- _REQUIREMENT_: Within the entries below, find the portion that opens with the line containing "index mcp: (237, 332)" and closes with the line containing "ring dip: (227, 282)". Retype that portion exactly and only.

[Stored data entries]
-------------------------
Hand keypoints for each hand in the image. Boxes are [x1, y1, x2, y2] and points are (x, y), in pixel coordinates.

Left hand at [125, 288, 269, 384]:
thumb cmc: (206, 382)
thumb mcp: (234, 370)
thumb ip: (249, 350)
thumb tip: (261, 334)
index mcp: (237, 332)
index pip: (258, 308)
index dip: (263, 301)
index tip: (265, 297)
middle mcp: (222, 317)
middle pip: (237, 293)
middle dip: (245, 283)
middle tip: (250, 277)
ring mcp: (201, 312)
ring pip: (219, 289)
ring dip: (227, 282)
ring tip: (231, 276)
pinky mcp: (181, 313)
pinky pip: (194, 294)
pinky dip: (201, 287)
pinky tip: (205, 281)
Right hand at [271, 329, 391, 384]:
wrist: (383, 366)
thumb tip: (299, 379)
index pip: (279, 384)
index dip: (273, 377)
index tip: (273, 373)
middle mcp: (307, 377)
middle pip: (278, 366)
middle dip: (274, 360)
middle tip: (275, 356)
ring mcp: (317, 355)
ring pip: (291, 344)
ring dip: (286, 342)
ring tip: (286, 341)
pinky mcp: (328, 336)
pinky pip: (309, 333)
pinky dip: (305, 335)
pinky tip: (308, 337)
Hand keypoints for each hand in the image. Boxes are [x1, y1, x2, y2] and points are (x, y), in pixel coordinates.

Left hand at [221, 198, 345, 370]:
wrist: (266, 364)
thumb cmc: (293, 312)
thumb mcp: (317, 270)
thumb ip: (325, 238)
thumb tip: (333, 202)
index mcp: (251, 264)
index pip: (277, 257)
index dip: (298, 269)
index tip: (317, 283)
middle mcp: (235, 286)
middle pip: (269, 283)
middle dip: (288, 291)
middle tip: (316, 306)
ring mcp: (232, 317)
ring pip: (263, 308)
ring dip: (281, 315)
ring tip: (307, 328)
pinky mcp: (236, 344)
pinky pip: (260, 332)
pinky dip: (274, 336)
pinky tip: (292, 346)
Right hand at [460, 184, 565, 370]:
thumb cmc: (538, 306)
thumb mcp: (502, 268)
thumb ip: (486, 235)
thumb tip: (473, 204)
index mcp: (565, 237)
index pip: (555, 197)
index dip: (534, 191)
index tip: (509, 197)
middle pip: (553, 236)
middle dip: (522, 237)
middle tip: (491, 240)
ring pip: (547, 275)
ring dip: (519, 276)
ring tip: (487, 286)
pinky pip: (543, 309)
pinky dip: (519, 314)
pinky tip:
-------------------------
- _TASK ANSWER_:
index mcp: (237, 332)
index pip: (258, 308)
index dip: (263, 301)
index tip: (265, 297)
middle mcp: (222, 317)
middle pip: (237, 293)
middle dip: (245, 283)
middle tip: (250, 277)
ring mcp: (201, 312)
ring pip: (219, 289)
ring dip: (227, 282)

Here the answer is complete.